Data for this task:
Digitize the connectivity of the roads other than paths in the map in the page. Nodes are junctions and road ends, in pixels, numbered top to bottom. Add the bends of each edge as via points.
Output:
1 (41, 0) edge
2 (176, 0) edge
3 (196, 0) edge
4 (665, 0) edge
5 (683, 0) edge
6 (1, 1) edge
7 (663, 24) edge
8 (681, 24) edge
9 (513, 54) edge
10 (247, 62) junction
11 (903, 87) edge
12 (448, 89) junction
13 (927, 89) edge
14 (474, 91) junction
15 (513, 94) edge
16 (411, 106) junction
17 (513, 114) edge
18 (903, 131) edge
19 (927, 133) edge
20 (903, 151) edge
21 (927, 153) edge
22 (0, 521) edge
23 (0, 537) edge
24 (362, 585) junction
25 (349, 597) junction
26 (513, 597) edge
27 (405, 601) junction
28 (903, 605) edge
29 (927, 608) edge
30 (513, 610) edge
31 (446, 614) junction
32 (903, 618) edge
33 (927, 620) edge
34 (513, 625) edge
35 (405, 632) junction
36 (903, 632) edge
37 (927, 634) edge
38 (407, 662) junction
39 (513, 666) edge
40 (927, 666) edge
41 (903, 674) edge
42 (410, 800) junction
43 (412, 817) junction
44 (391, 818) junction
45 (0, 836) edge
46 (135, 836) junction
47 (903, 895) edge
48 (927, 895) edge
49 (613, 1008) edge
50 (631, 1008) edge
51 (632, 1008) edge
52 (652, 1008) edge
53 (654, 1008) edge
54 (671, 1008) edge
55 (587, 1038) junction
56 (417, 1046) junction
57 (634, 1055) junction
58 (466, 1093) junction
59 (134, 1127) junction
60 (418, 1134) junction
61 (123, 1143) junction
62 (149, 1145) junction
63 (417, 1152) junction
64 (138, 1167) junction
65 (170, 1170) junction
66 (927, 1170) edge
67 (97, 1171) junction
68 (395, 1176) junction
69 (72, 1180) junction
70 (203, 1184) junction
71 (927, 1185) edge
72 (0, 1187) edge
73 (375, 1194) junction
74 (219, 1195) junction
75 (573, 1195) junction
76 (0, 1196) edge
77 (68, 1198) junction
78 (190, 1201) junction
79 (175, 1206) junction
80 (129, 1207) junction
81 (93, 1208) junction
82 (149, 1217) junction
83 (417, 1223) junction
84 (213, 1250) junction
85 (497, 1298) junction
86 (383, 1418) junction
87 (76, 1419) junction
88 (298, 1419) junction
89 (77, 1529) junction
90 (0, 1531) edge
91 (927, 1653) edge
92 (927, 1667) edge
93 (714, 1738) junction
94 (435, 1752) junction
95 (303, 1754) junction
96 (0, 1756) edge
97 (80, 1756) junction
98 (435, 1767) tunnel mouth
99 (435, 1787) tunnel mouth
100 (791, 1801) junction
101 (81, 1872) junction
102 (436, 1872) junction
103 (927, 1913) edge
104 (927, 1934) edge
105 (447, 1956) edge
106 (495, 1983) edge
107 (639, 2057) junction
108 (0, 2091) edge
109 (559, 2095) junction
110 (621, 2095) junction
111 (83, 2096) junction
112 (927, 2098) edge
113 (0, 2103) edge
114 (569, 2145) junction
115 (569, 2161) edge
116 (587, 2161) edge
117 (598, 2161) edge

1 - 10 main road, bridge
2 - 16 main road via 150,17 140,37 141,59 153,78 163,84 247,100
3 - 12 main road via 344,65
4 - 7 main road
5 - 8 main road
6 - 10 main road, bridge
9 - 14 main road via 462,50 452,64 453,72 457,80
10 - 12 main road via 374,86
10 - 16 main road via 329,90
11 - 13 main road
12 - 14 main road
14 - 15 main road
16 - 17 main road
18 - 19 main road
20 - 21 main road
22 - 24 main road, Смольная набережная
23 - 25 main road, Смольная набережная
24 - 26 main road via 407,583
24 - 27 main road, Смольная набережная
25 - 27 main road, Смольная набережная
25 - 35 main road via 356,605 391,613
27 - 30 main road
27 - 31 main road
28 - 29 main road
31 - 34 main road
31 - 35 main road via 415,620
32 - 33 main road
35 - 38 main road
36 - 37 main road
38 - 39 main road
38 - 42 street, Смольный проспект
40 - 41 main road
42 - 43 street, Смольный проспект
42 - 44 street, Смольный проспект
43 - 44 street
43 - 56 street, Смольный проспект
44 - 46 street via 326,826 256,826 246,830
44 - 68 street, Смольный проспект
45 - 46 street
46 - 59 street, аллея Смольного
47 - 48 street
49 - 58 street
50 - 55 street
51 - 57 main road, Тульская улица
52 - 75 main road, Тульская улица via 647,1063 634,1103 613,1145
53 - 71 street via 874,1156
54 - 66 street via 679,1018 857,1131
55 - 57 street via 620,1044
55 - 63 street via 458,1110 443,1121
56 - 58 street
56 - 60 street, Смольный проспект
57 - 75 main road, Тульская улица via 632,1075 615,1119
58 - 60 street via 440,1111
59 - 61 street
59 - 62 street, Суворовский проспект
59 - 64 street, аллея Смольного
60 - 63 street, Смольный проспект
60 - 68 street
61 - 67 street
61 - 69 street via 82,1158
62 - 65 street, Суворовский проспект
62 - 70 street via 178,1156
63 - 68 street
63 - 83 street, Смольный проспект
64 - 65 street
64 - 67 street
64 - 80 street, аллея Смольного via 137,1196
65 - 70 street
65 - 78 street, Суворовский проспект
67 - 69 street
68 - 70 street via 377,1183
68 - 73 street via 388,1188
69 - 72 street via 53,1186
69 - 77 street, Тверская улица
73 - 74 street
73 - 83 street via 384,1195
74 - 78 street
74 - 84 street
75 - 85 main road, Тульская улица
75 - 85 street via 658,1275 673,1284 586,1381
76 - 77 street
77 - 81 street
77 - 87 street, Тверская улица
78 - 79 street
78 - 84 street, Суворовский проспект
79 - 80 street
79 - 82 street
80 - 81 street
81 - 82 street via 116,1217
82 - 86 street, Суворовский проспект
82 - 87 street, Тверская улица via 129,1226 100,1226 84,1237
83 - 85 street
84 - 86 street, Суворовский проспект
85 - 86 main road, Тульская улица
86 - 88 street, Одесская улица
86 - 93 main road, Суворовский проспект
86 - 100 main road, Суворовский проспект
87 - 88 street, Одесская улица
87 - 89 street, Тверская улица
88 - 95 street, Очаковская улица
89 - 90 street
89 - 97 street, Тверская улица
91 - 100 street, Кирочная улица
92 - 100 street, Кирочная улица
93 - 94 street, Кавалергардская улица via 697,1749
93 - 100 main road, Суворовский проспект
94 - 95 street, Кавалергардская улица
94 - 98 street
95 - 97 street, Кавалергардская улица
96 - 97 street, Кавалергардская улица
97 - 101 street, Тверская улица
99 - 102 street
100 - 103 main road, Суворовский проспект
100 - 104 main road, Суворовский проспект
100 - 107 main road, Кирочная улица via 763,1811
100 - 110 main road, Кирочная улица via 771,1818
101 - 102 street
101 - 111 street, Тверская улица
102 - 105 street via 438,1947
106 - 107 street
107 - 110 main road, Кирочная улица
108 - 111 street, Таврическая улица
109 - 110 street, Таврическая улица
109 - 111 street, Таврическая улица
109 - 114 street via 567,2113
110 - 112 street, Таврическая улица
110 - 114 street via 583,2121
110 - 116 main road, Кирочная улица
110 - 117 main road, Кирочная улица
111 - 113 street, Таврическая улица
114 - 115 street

Problem details: Nothing but the lines holding the word "Тульская" should be returned from the listing above.

Answer box:
51 - 57 main road, Тульская улица
52 - 75 main road, Тульская улица via 647,1063 634,1103 613,1145
57 - 75 main road, Тульская улица via 632,1075 615,1119
75 - 85 main road, Тульская улица
85 - 86 main road, Тульская улица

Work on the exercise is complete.